◆ **Provided information**:
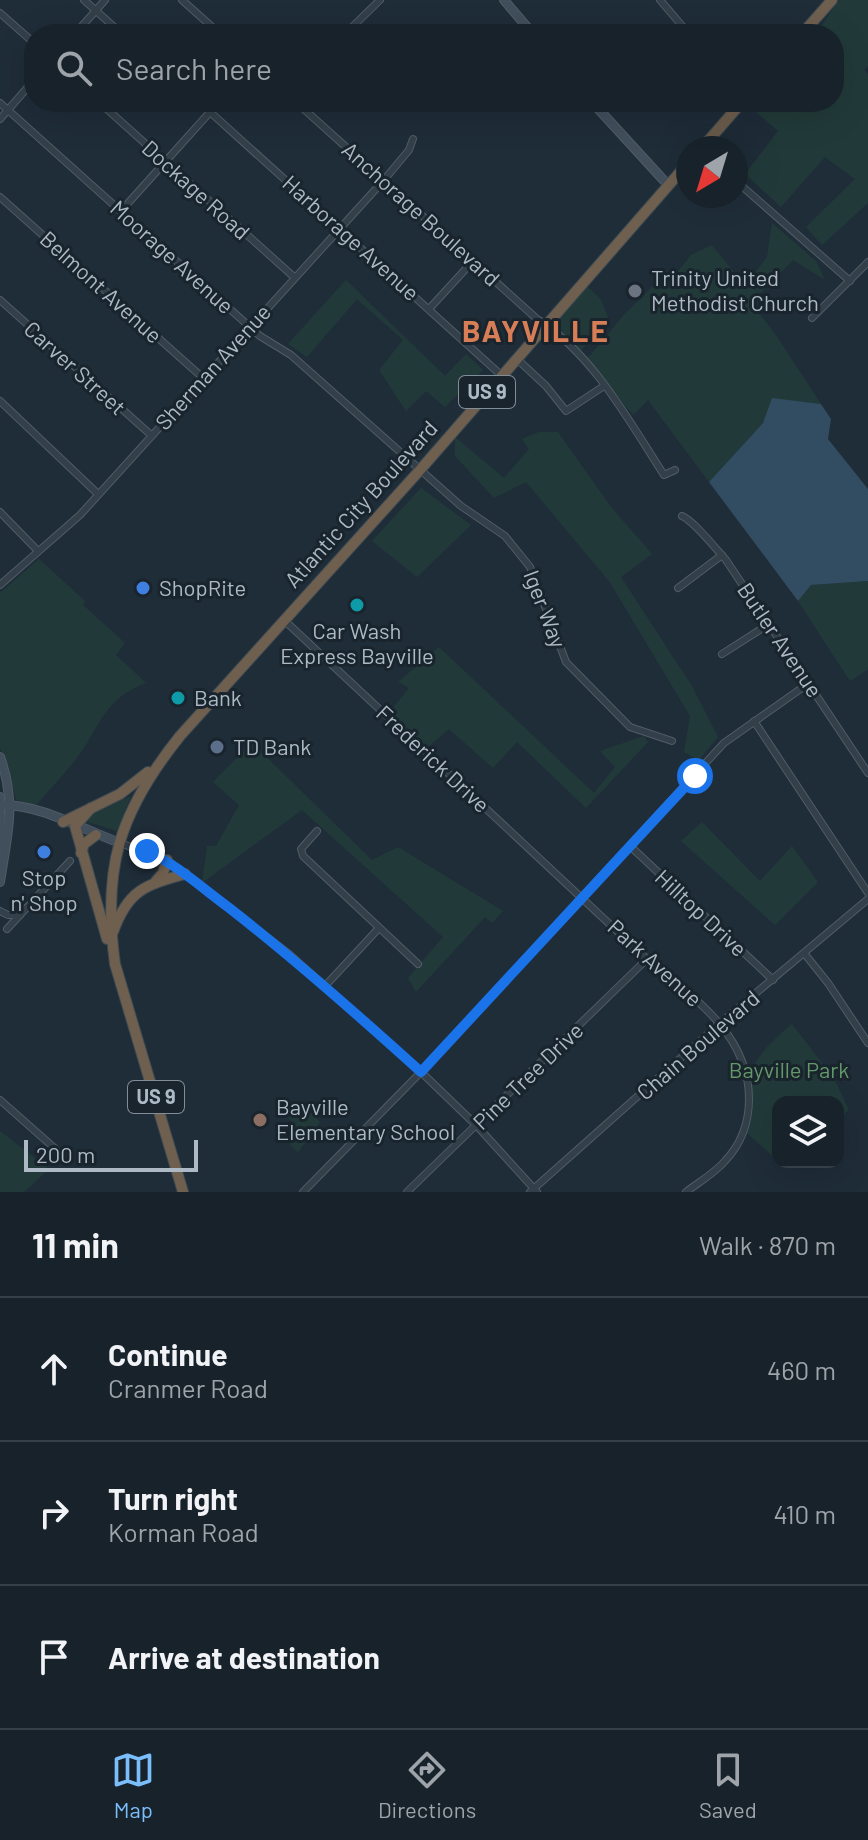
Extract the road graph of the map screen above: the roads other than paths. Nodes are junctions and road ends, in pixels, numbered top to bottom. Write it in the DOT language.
graph roads {
  1 [pos="84,0"];
  2 [pos="105,0"];
  3 [pos="182,0"];
  4 [pos="380,0"];
  5 [pos="504,0"];
  6 [pos="660,0"];
  7 [pos="832,0"];
  8 [pos="96,10"];
  9 [pos="0,13"];
  10 [pos="84,24"];
  11 [pos="111,24"];
  12 [pos="209,24"];
  13 [pos="352,24"];
  14 [pos="524,24"];
  15 [pos="680,24"];
  16 [pos="811,24"];
  17 [pos="24,34"];
  18 [pos="24,92"];
  19 [pos="0,103"];
  20 [pos="8,110"];
  21 [pos="110,112"];
  22 [pos="210,112"];
  23 [pos="307,112"];
  24 [pos="601,112"];
  25 [pos="733,112"];
  26 [pos="0,119"];
  27 [pos="712,136"];
  28 [pos="413,139"];
  29 [pos="166,162"];
  30 [pos="676,176"];
  31 [pos="384,180"];
  32 [pos="668,185"];
  33 [pos="748,192"];
  34 [pos="0,197"];
  35 [pos="121,211"];
  36 [pos="339,228"];
  37 [pos="473,261"];
  38 [pos="868,262"];
  39 [pos="294,277"];
  40 [pos="850,281"];
  41 [pos="0,300"];
  42 [pos="429,309"];
  43 [pos="812,318"];
  44 [pos="546,324"];
  45 [pos="250,328"];
  46 [pos="516,358"];
  47 [pos="501,375"];
  48 [pos="202,377"];
  49 [pos="604,386"];
  50 [pos="0,401"];
  51 [pos="151,435"];
  52 [pos="420,470"];
  53 [pos="675,470"];
  54 [pos="98,494"];
  55 [pos="0,512"];
  56 [pos="682,516"];
  57 [pos="38,551"];
  58 [pos="722,555"];
  59 [pos="0,585"];
  60 [pos="678,588"];
  61 [pos="285,621"];
  62 [pos="769,624"];
  63 [pos="722,654"];
  64 [pos="809,683"];
  65 [pos="754,721"];
  66 [pos="672,741"];
  67 [pos="0,757"];
  68 [pos="159,763"];
  69 [pos="868,773"];
  70 [pos="0,797"];
  71 [pos="0,804"];
  72 [pos="11,804"];
  73 [pos="91,808"];
  74 [pos="63,822"];
  75 [pos="75,826"];
  76 [pos="317,831"];
  77 [pos="96,835"];
  78 [pos="120,843"];
  79 [pos="630,846"];
  80 [pos="81,853"];
  81 [pos="167,860"];
  82 [pos="70,861"];
  83 [pos="1,870"];
  84 [pos="185,874"];
  85 [pos="0,882"];
  86 [pos="154,882"];
  87 [pos="868,896"];
  88 [pos="582,897"];
  89 [pos="0,911"];
  90 [pos="20,915"];
  91 [pos="379,928"];
  92 [pos="7,929"];
  93 [pos="112,937"];
  94 [pos="804,953"];
  95 [pos="647,959"];
  96 [pos="115,964"];
  97 [pos="418,964"];
  98 [pos="773,980"];
  99 [pos="326,985"];
  100 [pos="719,1024"];
  101 [pos="868,1043"];
  102 [pos="421,1072"];
  103 [pos="0,1100"];
  104 [pos="477,1126"];
  105 [pos="68,1160"];
  106 [pos="534,1191"];
  107 [pos="183,1192"];
  108 [pos="303,1192"];
  109 [pos="407,1192"];
  110 [pos="686,1192"];
  1 -- 8 [label="street"];
  2 -- 8 [label="street"];
  3 -- 12 [label="street"];
  4 -- 13 [label="street"];
  5 -- 14 [label="street"];
  6 -- 15 [label="street"];
  7 -- 16 [label="highway"];
  8 -- 10 [label="street"];
  8 -- 11 [label="street"];
  9 -- 17 [label="street"];
  18 -- 20 [label="street"];
  19 -- 20 [label="street, Moorage Avenue"];
  20 -- 26 [label="street"];
  20 -- 35 [label="street, Moorage Avenue"];
  21 -- 29 [label="street, Dockage Road"];
  22 -- 29 [label="street"];
  22 -- 36 [label="street, Harborage Avenue"];
  23 -- 31 [label="street, Anchorage Boulevard"];
  24 -- 32 [label="street"];
  25 -- 27 [label="highway"];
  28 -- 31 [label="street, Sherman Avenue"];
  29 -- 35 [label="street"];
  29 -- 39 [label="street, Dockage Road"];
  30 -- 32 [label="highway, Atlantic City Boulevard / US 9"];
  31 -- 36 [label="street, Sherman Avenue"];
  31 -- 37 [label="street, Anchorage Boulevard"];
  32 -- 44 [label="highway, Atlantic City Boulevard / US 9"];
  33 -- 40 [label="street"];
  34 -- 48 [label="street, Belmont Avenue"];
  35 -- 45 [label="street, Moorage Avenue"];
  36 -- 39 [label="street, Sherman Avenue"];
  36 -- 42 [label="street, Harborage Avenue"];
  37 -- 42 [label="street"];
  37 -- 44 [label="street, Anchorage Boulevard"];
  38 -- 40 [label="street"];
  39 -- 45 [label="street, Sherman Avenue"];
  40 -- 43 [label="street"];
  41 -- 51 [label="street, Carver Street"];
  42 -- 47 [label="street, Harborage Avenue"];
  44 -- 46 [label="highway, Atlantic City Boulevard / US 9"];
  44 -- 49 [label="street"];
  45 -- 48 [label="street, Sherman Avenue"];
  45 -- 52 [label="street, Moorage Avenue"];
  46 -- 47 [label="highway, Atlantic City Boulevard / US 9"];
  46 -- 49 [label="street"];
  47 -- 52 [label="highway, Atlantic City Boulevard / US 9"];
  48 -- 51 [label="street, Sherman Avenue"];
  49 -- 53 [label="street"];
  50 -- 54 [label="street"];
  51 -- 54 [label="street, Sherman Avenue"];
  52 -- 61 [label="highway, Atlantic City Boulevard / US 9"];
  52 -- 66 [label="street, Iger Way"];
  54 -- 57 [label="street, Sherman Avenue"];
  55 -- 57 [label="street"];
  56 -- 58 [label="street, Butler Avenue"];
  57 -- 59 [label="street, Sherman Avenue"];
  58 -- 60 [label="street"];
  58 -- 62 [label="street, Butler Avenue"];
  61 -- 68 [label="highway, Atlantic City Boulevard / US 9"];
  61 -- 88 [label="street, Frederick Drive"];
  62 -- 63 [label="street"];
  62 -- 64 [label="street, Butler Avenue"];
  64 -- 65 [label="street"];
  64 -- 69 [label="street, Butler Avenue"];
  65 -- 79 [label="street"];
  65 -- 87 [label="street"];
  67 -- 72 [label="street"];
  68 -- 73 [label="highway"];
  68 -- 78 [label="highway, US 9"];
  70 -- 71 [label="street"];
  71 -- 72 [label="street"];
  71 -- 83 [label="street"];
  72 -- 74 [label="street"];
  72 -- 83 [label="street"];
  73 -- 74 [label="highway"];
  73 -- 75 [label="highway"];
  74 -- 75 [label="street"];
  75 -- 77 [label="street"];
  75 -- 80 [label="highway"];
  76 -- 91 [label="street"];
  77 -- 78 [label="street"];
  77 -- 80 [label="highway"];
  78 -- 81 [label="street"];
  78 -- 93 [label="highway, US 9"];
  79 -- 88 [label="street"];
  79 -- 98 [label="street, Hilltop Drive"];
  80 -- 96 [label="highway"];
  81 -- 84 [label="street"];
  81 -- 86 [label="highway"];
  82 -- 90 [label="street"];
  83 -- 85 [label="street"];
  84 -- 86 [label="highway"];
  84 -- 99 [label="street"];
  86 -- 93 [label="highway"];
  87 -- 94 [label="street, Chain Boulevard"];
  88 -- 95 [label="street, Park Avenue"];
  88 -- 102 [label="street"];
  89 -- 90 [label="street"];
  90 -- 92 [label="street"];
  91 -- 97 [label="street"];
  91 -- 99 [label="street"];
  93 -- 96 [label="highway, US 9"];
  94 -- 98 [label="street, Chain Boulevard"];
  94 -- 101 [label="street"];
  95 -- 100 [label="street, Park Avenue"];
  95 -- 104 [label="street, Pine Tree Drive"];
  96 -- 107 [label="highway, US 9"];
  98 -- 100 [label="street, Chain Boulevard"];
  99 -- 102 [label="street"];
  100 -- 106 [label="street, Chain Boulevard"];
  100 -- 110 [label="street, Park Avenue"];
  102 -- 104 [label="street"];
  102 -- 108 [label="street"];
  103 -- 105 [label="street"];
  104 -- 106 [label="street"];
  104 -- 109 [label="street, Pine Tree Drive"];
}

◆ **What is expected**: If a line above holds the string "graph", count it; give the final total as the only output.

◆ **Response to the exercise**: 2